Ilustrasi pasar saham (FOTO : NET)
Penulis: Akbar
Kamis, 20 Agustus 2026 | 01:07:03 WIB

JAKARTA – Pasar saham di kawasan Asia mencatatkan penguatan secara menyeluruh pada hari Kamis usai kebijakan Departemen Keuangan AS yang menambah volume pembelian kembali obligasi jangka panjang berhasil mengurangi tekanan imbal hasil global, di samping sektor semikonduktor yang melesat tajam usai sempat terpuruk pada hari sebelumnya.

Bursa Korea Selatan mencatatkan kenaikan tertinggi dengan lonjakan KOSPI yang menyentuh hampir 6%, sementara indeks di Jepang dan Hong Kong turut bergerak di zona hijau.

Pemerintah AS melalui Departemen Keuangan mengumumkan rencana penggandaan nilai transaksi pembelian kembali obligasi jangka panjang menjadi minimal $4 miliar dalam setiap operasinya mulai September mendatang, sebagai respons atas lonjakan imbal hasil obligasi tenor 30 tahun ke tingkat tertinggi sejak tahun 2007. Kebijakan tersebut sukses menekan imbal hasil tenor 30 tahun turun kisaran 1 basis poin menuju 5,18%, serta mendorong penurunan imbal hasil tenor 10 tahun ke level sekitar 4,63%.

Pada sesi perdagangan Asia, Nasdaq 100 Futures terangkat mendekati 0,6%, sedangkan S&P 500 Futures naik sebesar 0,2%. Di sisi lain, Indeks MSCI AC Asia Pacific tumbuh kisaran 1,4% sekaligus menghentikan tren penurunan yang sempat berlangsung selama dua hari berturut-turut.

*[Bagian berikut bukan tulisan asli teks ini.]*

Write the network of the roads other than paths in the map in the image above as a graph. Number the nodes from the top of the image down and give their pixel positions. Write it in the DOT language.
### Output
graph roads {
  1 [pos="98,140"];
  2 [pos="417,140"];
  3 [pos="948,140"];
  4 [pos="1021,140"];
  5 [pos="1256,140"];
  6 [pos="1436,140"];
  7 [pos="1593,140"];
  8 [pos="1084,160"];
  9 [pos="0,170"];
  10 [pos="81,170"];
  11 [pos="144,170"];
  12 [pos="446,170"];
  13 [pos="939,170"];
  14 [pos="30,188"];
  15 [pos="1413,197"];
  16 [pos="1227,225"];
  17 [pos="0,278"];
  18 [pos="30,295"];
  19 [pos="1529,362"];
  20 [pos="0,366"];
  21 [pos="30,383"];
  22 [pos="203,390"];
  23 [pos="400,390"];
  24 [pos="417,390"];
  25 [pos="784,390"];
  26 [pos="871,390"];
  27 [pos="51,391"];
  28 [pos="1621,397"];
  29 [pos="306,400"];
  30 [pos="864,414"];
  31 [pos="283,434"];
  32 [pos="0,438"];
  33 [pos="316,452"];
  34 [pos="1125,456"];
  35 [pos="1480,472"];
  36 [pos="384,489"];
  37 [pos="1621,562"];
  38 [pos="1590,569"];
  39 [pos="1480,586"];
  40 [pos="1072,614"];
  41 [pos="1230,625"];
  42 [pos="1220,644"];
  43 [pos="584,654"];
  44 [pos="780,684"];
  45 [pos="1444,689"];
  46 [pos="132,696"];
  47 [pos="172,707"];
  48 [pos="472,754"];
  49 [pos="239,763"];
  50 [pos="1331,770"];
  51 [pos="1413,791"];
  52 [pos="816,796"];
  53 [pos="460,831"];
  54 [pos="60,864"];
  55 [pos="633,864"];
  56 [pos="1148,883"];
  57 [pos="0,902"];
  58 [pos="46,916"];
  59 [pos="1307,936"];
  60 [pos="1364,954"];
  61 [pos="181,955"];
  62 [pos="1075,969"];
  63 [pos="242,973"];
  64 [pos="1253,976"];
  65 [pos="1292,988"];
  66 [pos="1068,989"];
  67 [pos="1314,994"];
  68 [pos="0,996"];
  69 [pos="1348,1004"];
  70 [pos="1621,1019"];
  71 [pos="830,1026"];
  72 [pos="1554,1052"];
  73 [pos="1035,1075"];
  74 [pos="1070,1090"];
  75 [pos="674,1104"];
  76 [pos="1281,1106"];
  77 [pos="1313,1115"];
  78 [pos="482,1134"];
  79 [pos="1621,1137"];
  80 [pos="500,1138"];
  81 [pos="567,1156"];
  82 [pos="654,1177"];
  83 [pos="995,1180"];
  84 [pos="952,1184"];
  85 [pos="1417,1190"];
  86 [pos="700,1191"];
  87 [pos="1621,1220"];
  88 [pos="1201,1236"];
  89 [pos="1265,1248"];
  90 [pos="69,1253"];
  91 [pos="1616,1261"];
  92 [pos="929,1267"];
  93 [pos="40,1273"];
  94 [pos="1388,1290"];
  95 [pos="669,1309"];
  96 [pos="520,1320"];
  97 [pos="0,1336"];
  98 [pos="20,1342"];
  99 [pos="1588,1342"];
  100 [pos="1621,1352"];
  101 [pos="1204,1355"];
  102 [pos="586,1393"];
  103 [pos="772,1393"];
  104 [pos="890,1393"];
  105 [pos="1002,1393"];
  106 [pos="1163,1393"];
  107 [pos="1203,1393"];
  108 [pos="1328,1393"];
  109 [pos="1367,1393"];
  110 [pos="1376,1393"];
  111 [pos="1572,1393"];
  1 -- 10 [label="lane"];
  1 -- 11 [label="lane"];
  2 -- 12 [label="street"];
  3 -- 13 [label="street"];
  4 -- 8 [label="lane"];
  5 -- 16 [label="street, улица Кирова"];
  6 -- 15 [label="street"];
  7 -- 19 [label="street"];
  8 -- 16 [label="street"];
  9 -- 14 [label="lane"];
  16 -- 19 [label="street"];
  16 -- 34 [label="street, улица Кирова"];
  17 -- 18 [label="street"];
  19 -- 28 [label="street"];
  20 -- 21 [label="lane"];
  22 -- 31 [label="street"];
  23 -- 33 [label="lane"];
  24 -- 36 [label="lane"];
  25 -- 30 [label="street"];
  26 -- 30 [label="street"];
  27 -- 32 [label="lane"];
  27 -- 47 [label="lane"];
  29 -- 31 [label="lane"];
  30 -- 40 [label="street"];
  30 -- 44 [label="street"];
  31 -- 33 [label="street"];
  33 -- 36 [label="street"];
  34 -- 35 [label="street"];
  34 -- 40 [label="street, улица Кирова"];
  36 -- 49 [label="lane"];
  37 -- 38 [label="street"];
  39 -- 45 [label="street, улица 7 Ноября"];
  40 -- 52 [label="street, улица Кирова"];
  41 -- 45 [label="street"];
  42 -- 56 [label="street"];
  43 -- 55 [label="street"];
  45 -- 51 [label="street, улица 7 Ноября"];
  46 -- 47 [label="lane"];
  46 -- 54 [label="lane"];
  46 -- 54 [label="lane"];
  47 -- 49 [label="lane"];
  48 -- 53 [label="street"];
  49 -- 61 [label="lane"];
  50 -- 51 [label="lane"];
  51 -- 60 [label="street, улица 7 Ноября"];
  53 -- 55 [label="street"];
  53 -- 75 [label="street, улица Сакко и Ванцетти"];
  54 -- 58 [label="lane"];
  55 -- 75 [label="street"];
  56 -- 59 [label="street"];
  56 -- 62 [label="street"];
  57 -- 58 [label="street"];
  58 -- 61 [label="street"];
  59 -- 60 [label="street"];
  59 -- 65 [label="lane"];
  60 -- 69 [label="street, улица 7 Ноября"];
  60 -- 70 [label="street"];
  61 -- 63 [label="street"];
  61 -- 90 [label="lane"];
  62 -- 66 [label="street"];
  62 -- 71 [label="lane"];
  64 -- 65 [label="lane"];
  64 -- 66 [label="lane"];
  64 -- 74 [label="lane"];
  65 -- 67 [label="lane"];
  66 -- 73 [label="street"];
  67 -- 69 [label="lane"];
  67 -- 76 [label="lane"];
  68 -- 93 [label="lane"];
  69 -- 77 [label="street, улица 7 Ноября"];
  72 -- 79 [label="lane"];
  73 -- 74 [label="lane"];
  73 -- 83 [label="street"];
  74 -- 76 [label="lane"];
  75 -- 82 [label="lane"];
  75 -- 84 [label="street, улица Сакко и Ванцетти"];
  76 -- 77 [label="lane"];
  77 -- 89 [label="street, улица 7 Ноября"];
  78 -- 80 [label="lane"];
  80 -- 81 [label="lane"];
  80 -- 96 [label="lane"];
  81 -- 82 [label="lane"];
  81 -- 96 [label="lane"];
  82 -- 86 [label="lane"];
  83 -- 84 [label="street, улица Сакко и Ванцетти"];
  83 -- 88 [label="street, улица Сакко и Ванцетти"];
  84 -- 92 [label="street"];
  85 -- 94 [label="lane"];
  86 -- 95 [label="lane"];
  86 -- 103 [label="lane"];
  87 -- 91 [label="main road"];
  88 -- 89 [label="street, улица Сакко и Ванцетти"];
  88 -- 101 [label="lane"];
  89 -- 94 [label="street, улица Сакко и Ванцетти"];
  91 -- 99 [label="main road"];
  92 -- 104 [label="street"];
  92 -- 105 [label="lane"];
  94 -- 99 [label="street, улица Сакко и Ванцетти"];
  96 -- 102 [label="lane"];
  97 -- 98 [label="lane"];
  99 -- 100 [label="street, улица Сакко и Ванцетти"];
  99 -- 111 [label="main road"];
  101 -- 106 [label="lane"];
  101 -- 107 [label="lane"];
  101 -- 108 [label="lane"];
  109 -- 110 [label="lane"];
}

Langkah intervensi tersebut memberi angin segar di tengah keresahan investor atas melonjaknya biaya pinjaman pemerintah yang memicu kekhawatiran terkait inflasi, besarnya penerbitan surat utang, hingga kebutuhan dana yang masif untuk ekspansi investasi kecerdasan buatan.

Sejumlah pengamat menilai keputusan Departemen Keuangan AS mampu menyuntikkan likuiditas jangka pendek pada segmen pasar tenor panjang, meski para pelaku pasar masih mengantisipasi tingginya premi jangka akibat besarnya beban fiskal.